To get out of work the day he was to escape, Brown burned his hand to the bone with oil of vitriol (sulfuric acid). The box that Brown was shipped in was 3 feet long by 2 feet 8 inches deep by 2 feet wide and displayed the words “dry goods” on it. It was lined with baize, a coarse woolen cloth, and he carried only a small portion of water and a few biscuits. There was a single hole cut for air and it was nailed and tied with straps. Brown later wrote that his uncertain method of travel was worth the risk: “if you have never been deprived of your liberty, as I was, you cannot realize the power of that hope of freedom, which was to me indeed, an anchor to the soul both sure and steadfast.”

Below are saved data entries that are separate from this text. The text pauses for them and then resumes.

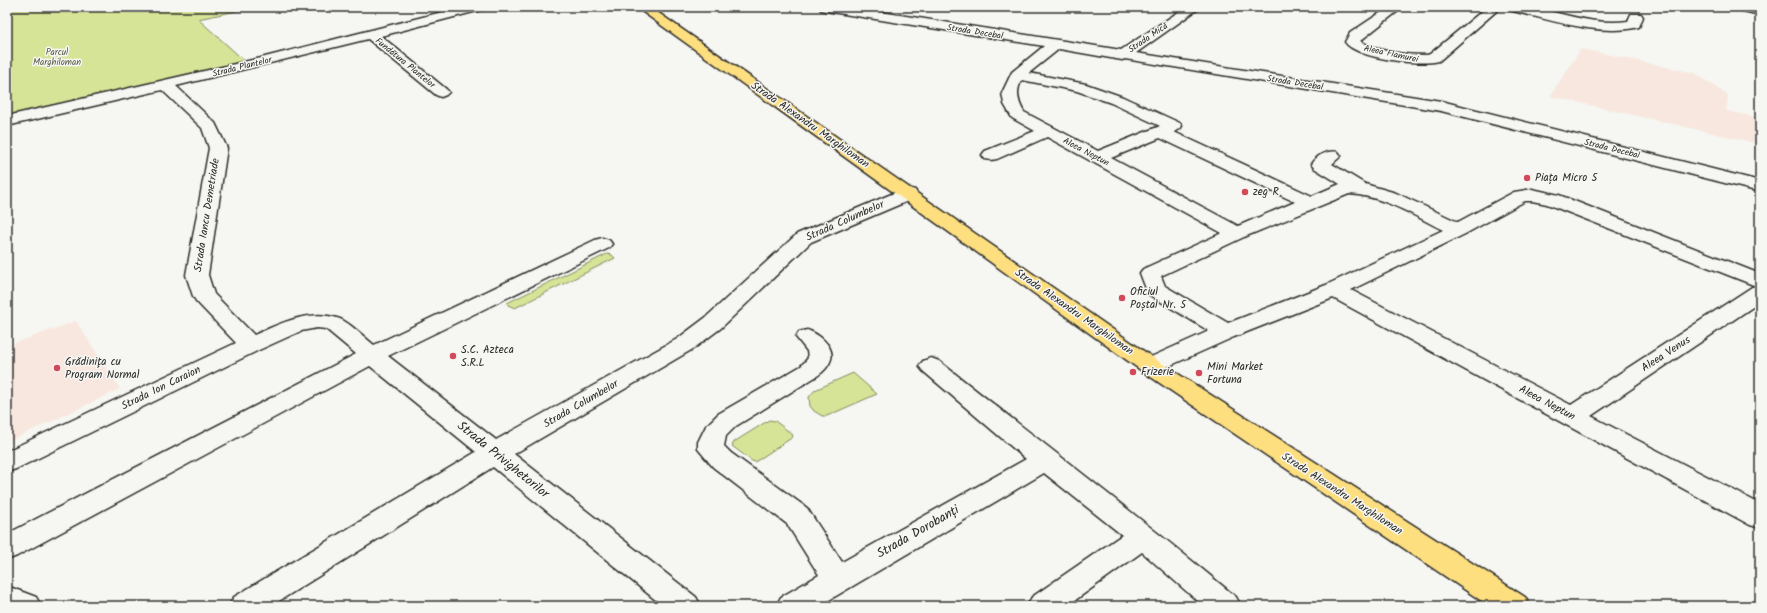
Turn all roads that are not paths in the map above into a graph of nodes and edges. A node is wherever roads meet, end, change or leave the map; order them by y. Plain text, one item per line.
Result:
1 (477, 7) edge
2 (642, 7) edge
3 (825, 7) edge
4 (1195, 7) edge
5 (1397, 7) edge
6 (1495, 7) edge
7 (1513, 7) edge
8 (1743, 7) edge
9 (1760, 10) edge
10 (1636, 17) dead end
11 (370, 34) junction
12 (1055, 45) junction
13 (1122, 56) junction
14 (1017, 75) junction
15 (166, 85) junction
16 (441, 92) dead end
17 (7, 121) edge
18 (1048, 131) junction
19 (1160, 132) junction
20 (990, 155) dead end
21 (1332, 156) dead end
22 (1097, 158) junction
23 (1760, 186) edge
24 (1358, 188) junction
25 (908, 194) junction
26 (1312, 202) junction
27 (1458, 230) junction
28 (1237, 233) junction
29 (602, 244) dead end
30 (1760, 281) edge
31 (1334, 290) junction
32 (1760, 292) edge
33 (317, 321) joint
34 (1226, 332) junction
35 (807, 337) dead end
36 (251, 345) junction
37 (372, 355) junction
38 (931, 366) dead end
39 (1150, 366) junction
40 (1572, 416) junction
41 (495, 454) junction
42 (1044, 460) junction
43 (7, 462) edge
44 (1759, 515) edge
45 (1143, 536) junction
46 (7, 548) edge
47 (837, 579) junction
48 (7, 599) edge
49 (25, 606) edge
50 (245, 606) edge
51 (685, 606) edge
52 (792, 606) edge
53 (1043, 606) edge
54 (1225, 606) edge
55 (1514, 606) edge

1 - 11 street, Strada Plantelor
2 - 25 main road, Strada Alexandru Marghiloman
3 - 12 street, Strada Decebal
4 - 13 street, Strada Mică
5 - 6 street, Aleea Flamurei
7 - 10 street
8 - 9 street
11 - 15 street, Strada Plantelor
11 - 16 street, Fundătura Plantelor
12 - 13 street, Strada Decebal
12 - 14 street, Aleea Neptun
13 - 23 street, Strada Decebal
14 - 18 street, Aleea Neptun
14 - 19 street
15 - 17 street, Strada Plantelor
15 - 36 street, Strada Iancu Demetriade
18 - 20 street
18 - 22 street, Aleea Neptun
19 - 22 street
19 - 26 street
21 - 24 street
22 - 28 street, Aleea Neptun
24 - 26 street
24 - 27 street
25 - 39 main road, Strada Alexandru Marghiloman
25 - 41 street, Strada Columbelor
26 - 28 street
27 - 30 street
27 - 31 street
28 - 34 street
29 - 37 street
31 - 34 street
31 - 40 street, Aleea Neptun
32 - 40 street, Aleea Venus
33 - 36 street, Strada Ion Caraion
33 - 37 street, Strada Privighetorilor
34 - 39 street
35 - 47 street
36 - 43 street, Strada Ion Caraion
37 - 41 street, Strada Privighetorilor
37 - 46 street
38 - 42 street
39 - 55 main road, Strada Alexandru Marghiloman
40 - 44 street, Aleea Neptun
41 - 50 street, Strada Columbelor
41 - 51 street, Strada Privighetorilor
42 - 45 street
42 - 47 street, Strada Dorobanți
45 - 53 street
45 - 54 street
47 - 52 street, Strada Dorobanți
48 - 49 street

During the trip, which began on March 29, 1849, Brown’s box was transported by wagon, railroad, steamboat, wagon again, railroad, ferry, railroad, and finally delivery wagon, being completed in 27 hours. Despite the instructions on the box of “handle with care” and “this side up,” several times carriers placed the box upside-down or handled it roughly. Brown remained still and avoided detection.
The box was received by Williamson, McKim, William Still, and other members of the Philadelphia Vigilance Committee on March 30, 1849, attesting to the improvements in express delivery services. When Brown was released, one of the men remembered his first words as “How do you do, gentlemen?” He sang a psalm from the Bible, which he had earlier chosen to celebrate his release into freedom.
Brown’s escape highlighted the power of the mail system, which used a variety of modes of transportation to connect the East Coast. Adams Express Company, founded in 1840, marketed its confidentiality and efficiency. It was favored by abolitionist organizations and “promised never to look inside the boxes it carried.”
Brown became a well-known speaker for the Anti-Slavery Society and got to know Frederick Douglass. He was nicknamed “Box” at a Boston antislavery convention in May 1849, and thereafter used the name Henry Box Brown. He published two versions of his autobiography, Narrative of the Life of Henry Box Brown; the first, written with the help of Charles Stearns and conforming to expectations of the slave narrative genre, was published in Boston in 1849. The second was published in Manchester, England, in 1851 after he had moved there.
Douglass wished that Brown had not revealed the details of his escape, so that others might have used it. The year of his escape, Brown was contacted by his wife’s new owner, who offered to sell his family to him, but the newly free man declined. This was an embarrassment within the abolitionist community, which tried to keep the information private.
After passage of the Fugitive Slave Law of 1850, which required cooperation from law enforcement officials to capture refugee slaves even in free states, Brown moved to England for safety, as he had become a known public figure. He toured Britain with his antislavery panorama for the next 10 years, performing several hundred times a year. He visited nearly every town and city on the island during that period. To earn a living, Brown also entered the British show circuit for 25 years, until 1875, leaving the abolitionist circuit after the start of the American Civil War. In the 1860’s, he began performing as a mesmerist, and some time after that as a conjuror, under the show names of “Prof. H. Box Brown” and the “African Prince”.
In England Brown married a white British woman and began a new family. In 1875, he returned with his family to the U.S. with a group magic act. A later report documented the Brown Family Jubilee Singers.